As AI tools grow smarter and help us work more efficiently, I remind myself that progress still depends on people being able to connect, challenge one another, and co-create in real time. Technology can augment our work, like notetaking in meetings to allow everyone to participate fully, but it can’t substitute for the spark that happens when people are truly present together.

When the conditions are intentionally set, we listen more deeply, speak more openly, and leave with a stronger sense of commitment to one another and the work ahead.

In a moment when Kinetic West is reconfirming our commitment and love for in-person meetings, we recently carved out two hours to come together in-person to ignite creative ideas on meeting facilitation. We reflected on well-facilitated gatherings that we participated in and worked to understand the root of what made that experience stand out. We drew from experiences at Kinetic West, like facilitating a retreat that led to the creation of the Montana Work-based Learning Collaborative, or workgroups that developed investment recommendations for the Future of the Seattle Economy. When it comes to driving systems change, especially through cross-sector partnerships like these, that kind of trust and alignment is essential.

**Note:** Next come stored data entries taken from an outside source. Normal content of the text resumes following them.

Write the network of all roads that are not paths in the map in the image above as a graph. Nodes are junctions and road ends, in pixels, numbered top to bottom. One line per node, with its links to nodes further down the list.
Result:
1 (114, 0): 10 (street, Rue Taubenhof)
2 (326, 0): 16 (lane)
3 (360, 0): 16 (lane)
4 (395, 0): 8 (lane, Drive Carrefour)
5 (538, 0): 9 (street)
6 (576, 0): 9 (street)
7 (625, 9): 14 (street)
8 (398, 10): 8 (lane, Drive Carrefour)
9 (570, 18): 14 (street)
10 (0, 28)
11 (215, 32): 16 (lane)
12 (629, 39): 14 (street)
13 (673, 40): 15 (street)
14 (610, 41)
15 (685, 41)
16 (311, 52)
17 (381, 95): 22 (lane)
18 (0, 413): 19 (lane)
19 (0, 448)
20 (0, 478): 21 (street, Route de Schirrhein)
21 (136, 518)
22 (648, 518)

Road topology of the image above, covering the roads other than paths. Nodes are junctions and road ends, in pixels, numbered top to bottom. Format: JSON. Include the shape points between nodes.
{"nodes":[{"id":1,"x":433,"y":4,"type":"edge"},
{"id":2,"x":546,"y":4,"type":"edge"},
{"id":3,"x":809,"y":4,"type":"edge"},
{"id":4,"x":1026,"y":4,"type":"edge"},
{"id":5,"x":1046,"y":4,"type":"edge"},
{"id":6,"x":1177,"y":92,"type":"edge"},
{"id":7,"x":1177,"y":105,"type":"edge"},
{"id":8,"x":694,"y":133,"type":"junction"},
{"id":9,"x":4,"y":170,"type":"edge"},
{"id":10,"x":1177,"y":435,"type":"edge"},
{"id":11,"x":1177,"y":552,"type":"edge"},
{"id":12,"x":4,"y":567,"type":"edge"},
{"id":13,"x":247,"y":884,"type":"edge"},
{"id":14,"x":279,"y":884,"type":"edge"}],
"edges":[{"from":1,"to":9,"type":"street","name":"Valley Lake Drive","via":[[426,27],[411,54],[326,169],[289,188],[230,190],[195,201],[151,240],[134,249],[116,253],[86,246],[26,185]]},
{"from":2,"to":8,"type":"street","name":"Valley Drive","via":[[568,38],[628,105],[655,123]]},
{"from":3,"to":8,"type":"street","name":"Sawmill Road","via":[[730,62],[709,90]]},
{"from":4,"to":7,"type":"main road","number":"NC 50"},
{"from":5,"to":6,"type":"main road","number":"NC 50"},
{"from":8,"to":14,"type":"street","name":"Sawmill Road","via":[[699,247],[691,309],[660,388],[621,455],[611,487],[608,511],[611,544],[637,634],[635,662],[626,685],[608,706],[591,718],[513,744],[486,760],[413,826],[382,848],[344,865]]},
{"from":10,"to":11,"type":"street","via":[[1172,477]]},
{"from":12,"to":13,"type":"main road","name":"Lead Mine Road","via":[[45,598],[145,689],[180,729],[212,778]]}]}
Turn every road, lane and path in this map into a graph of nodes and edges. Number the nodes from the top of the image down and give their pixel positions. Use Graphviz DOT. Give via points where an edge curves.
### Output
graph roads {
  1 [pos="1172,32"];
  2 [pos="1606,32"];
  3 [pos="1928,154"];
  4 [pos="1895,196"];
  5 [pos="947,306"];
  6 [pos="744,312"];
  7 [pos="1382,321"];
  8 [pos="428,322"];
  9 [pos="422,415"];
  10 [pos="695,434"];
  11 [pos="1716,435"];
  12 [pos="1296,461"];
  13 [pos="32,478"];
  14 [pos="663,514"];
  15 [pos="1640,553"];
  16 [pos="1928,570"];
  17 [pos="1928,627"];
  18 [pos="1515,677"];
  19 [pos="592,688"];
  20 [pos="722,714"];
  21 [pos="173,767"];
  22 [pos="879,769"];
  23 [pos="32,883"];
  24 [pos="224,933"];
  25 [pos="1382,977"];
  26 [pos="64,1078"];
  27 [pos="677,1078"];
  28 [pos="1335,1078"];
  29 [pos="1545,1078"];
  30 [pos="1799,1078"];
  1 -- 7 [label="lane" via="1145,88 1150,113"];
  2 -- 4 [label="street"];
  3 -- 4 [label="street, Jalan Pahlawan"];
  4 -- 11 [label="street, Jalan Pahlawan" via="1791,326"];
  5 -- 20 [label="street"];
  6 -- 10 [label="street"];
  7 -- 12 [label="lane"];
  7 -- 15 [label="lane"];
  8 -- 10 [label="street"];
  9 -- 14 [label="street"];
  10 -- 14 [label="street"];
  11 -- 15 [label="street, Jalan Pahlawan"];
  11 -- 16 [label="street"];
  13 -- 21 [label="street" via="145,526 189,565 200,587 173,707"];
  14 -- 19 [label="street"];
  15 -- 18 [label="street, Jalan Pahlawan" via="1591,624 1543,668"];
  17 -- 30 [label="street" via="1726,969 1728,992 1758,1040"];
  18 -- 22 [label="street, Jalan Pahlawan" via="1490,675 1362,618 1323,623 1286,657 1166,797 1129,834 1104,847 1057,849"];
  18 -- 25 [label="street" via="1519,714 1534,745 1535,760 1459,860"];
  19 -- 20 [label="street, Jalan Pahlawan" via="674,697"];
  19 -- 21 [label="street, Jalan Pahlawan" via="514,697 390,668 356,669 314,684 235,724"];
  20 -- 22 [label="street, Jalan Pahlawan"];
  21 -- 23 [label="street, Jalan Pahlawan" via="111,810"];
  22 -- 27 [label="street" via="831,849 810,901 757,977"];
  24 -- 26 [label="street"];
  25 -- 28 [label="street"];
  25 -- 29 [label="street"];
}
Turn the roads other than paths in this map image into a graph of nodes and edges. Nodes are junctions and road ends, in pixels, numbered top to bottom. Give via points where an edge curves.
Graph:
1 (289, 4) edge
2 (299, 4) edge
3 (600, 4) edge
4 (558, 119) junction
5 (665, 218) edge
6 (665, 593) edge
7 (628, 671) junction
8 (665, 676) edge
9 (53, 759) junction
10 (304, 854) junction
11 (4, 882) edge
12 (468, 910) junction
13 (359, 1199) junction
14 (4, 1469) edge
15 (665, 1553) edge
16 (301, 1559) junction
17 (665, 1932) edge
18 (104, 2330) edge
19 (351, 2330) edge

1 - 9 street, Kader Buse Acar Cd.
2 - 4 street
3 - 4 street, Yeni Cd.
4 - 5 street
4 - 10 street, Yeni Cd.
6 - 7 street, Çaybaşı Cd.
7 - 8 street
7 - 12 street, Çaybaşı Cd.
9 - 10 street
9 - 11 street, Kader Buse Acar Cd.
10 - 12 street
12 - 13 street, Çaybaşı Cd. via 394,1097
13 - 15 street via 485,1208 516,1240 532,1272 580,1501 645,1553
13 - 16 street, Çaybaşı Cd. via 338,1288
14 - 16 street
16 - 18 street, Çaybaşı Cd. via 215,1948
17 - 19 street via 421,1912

Convening people from different sectors, with different priorities and perspectives, requires more than just coordination. It requires connection. Shared understanding, mutual respect, and collective momentum are possible over screens, but they’re far more powerful when we’re in the same room, working side by side toward a common purpose. I don’t see this as rejecting AI. Instead, I see this as a way of embracing its strengths while remembering our own. AI may help us move faster, but it’s people who help us move forward together.